We serve this with crackers At Chrismas It's surrounded with red  berries.I want to plan on the decorations for Halloween Got any Ideas?
To make the log mix in a large bowl 1/2lb of grated Cheddar cheese,3 oz of soft cream cheese this will b very soft, 1 tab. soft butter,2 Tab. parsley,chopped, 1 Tab. grated onion,1/2 tea. salt, 1 Tab. Worcestershire, Dash or two of Tabasco,. Place this mixture on a large sheet of waxed or parchment paper and roll to form alog. It should be about 8 inches long and 2 inches in diameter. Close ends of paper place in freezer for 30 min.
Now we make the frosting in a small bowl  mix 2 oz of Roquefort,3 oz. cream cheese,2 Tab. heavy ceam and another dash of Tabasco. Beat til light and fluffy. Remove log from freezer it needs to be as hard as stone. Coat evenly with the Roquefort mixture  making sure you get the ends too. Place in freezer for 5 min. Remove and roll in 1/2 cup of chopped pistachios  make sure you cover all sides and the ends. Now roll in plastic wrap and put in refrigerator for 4 hours at the least. Place on serving plate decorate and serve with crackers .
kades


----------



## Snip 13 (Oct 11, 2012)

I think I've died and gone to cheese heaven! This sounds amazing, thank you Kades


----------



## kadesma (Oct 11, 2012)

Snip 13 said:


> I think I've died and gone to cheese heaven! This sounds amazing, thank you Kades


 I love it too. It is so good. I hope you enjoy it.
kades


----------



## Aunt Bea (Oct 11, 2012)

How about making it in a ball shape and rolling it in chopped toasted pecans.  Use pieces of black olives to make the Jack O'lantern eyes and mouth, a piece of green pepper, or scallion for a stem.


----------



## kadesma (Oct 11, 2012)

Aunt Bea said:


> How about making it in a ball shape and rolling it in chopped toasted pecans. Use pieces of black olives to make the Jack O'lantern eyes and mouth, a piece of green pepper, or scallion for a stem.

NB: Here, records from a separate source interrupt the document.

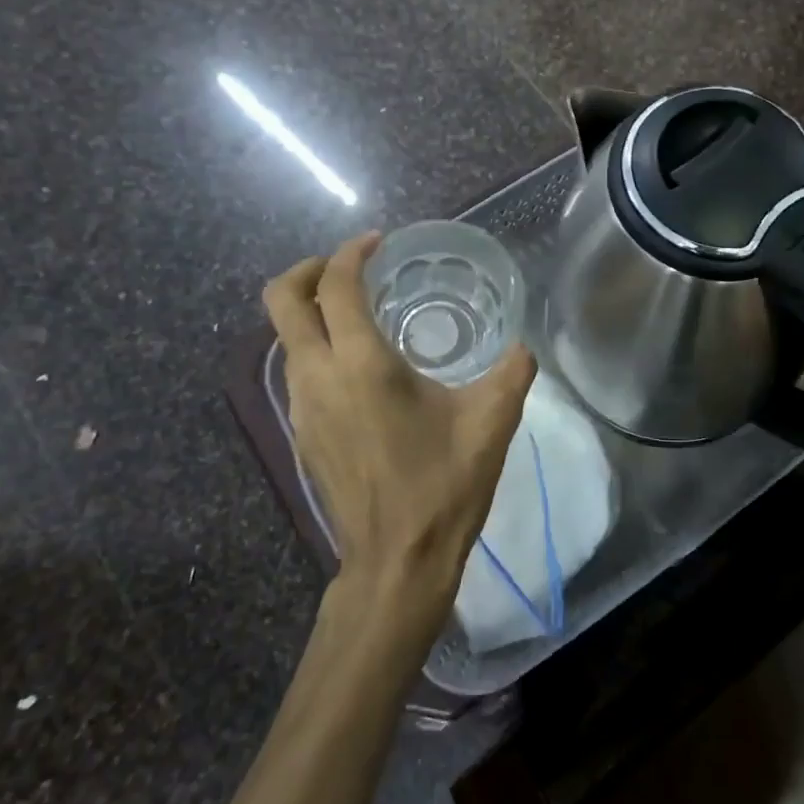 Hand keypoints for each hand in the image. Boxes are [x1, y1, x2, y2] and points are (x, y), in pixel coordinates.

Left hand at [264, 232, 536, 643]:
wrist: (398, 560)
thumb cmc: (444, 484)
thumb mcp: (492, 420)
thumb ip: (513, 370)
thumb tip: (522, 347)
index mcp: (361, 363)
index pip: (335, 285)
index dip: (350, 252)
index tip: (377, 243)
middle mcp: (318, 376)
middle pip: (281, 300)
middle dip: (307, 269)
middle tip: (347, 266)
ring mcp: (301, 408)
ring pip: (285, 338)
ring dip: (312, 312)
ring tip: (360, 315)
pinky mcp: (301, 434)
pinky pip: (297, 371)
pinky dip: (317, 348)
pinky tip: (360, 369)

 Great Idea Aunt bea. I'll give this one a try the kids will love it.
kades


----------



## 4meandthem (Oct 11, 2012)

For Halloween I would roll it in pine nuts (spider eggs) and put a few olive spiders on top like this one.


----------



## kadesma (Oct 11, 2012)

4meandthem said:


> For Halloween I would roll it in pine nuts (spider eggs) and put a few olive spiders on top like this one.

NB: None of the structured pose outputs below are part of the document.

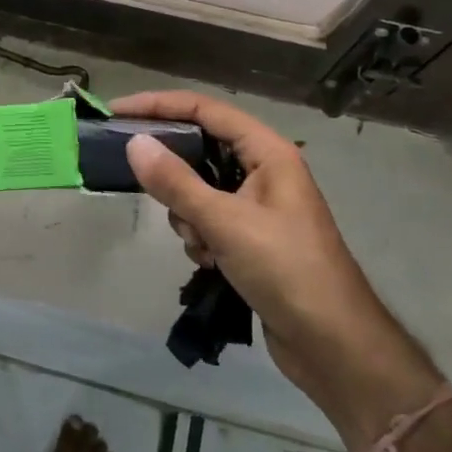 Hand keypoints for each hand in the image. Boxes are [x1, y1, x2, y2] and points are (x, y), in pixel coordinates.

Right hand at [117, 90, 440, 450]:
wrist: (334, 345)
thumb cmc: (286, 270)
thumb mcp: (225, 222)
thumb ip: (176, 182)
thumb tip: (134, 143)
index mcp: (268, 152)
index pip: (205, 110)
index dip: (160, 105)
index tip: (117, 112)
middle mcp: (265, 170)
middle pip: (202, 148)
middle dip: (174, 171)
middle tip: (139, 178)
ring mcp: (259, 206)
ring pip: (201, 188)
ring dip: (189, 213)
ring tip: (200, 242)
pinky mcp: (253, 238)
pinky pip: (210, 220)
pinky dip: (201, 236)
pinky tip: (210, 262)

 Well now another great idea, think I'll make two smaller balls and wing it the people all dig in at my daughters and will never guess they dig in to everything. Thanks 4me
kades


----------



## taxlady (Oct 11, 2012)

Sounds oh-so-tasty. Are the pistachios raw? roasted? salted?


----------



## PrincessFiona60 (Oct 11, 2012)

I will definitely eat all of it, sounds fantastic, Ma!


----------



## Cerise (Oct 11, 2012)

One Cheese Ball - 4 Ways

One Cheese Ball--4 Great Ways Recipe from Betty Crocker

I like the pine cone w/ almonds.


----------



## kadesma (Oct 12, 2012)

taxlady said:


> Sounds oh-so-tasty. Are the pistachios raw? roasted? salted?


I use the salted roasted green ones. 
ma


----------



## kadesma (Oct 12, 2012)

PrincessFiona60 said:


> I will definitely eat all of it, sounds fantastic, Ma!

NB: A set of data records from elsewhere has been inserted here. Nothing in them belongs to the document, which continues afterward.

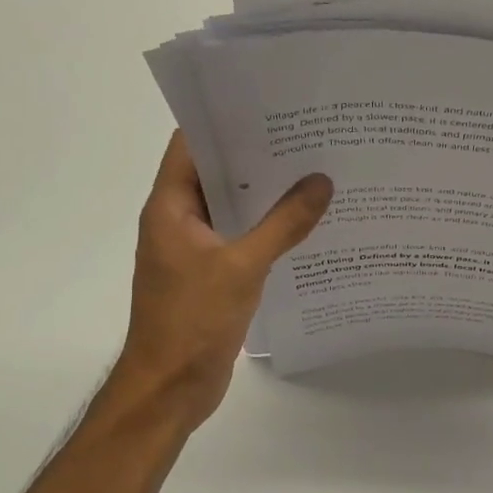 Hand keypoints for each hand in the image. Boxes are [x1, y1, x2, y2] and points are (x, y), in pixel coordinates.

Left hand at [112, 132, 331, 429]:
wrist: (170, 388)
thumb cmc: (192, 321)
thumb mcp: (242, 267)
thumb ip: (284, 224)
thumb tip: (322, 181)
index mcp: (171, 207)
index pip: (192, 145)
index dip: (225, 121)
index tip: (269, 104)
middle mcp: (179, 221)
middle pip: (217, 174)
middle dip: (257, 155)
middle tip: (308, 135)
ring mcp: (196, 250)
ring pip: (233, 208)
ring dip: (267, 194)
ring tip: (315, 170)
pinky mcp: (213, 276)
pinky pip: (242, 239)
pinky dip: (268, 229)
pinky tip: (306, 223)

 It is nummy. Enjoy my friend.
ma


----------



## taxlady (Oct 12, 2012)

kadesma said:


> I use the salted roasted green ones.
> ma


Thanks Kadesma, that makes it easy. Those are the ones that we see most often.


----------



## Kylie1969 (Oct 12, 2012)

Thanks so much Kades for another wonderful sounding recipe


----------



## kadesma (Oct 13, 2012)

Kylie1969 said:


> Thanks so much Kades for another wonderful sounding recipe


 Thanks Kylie, so glad you like,
kades


----------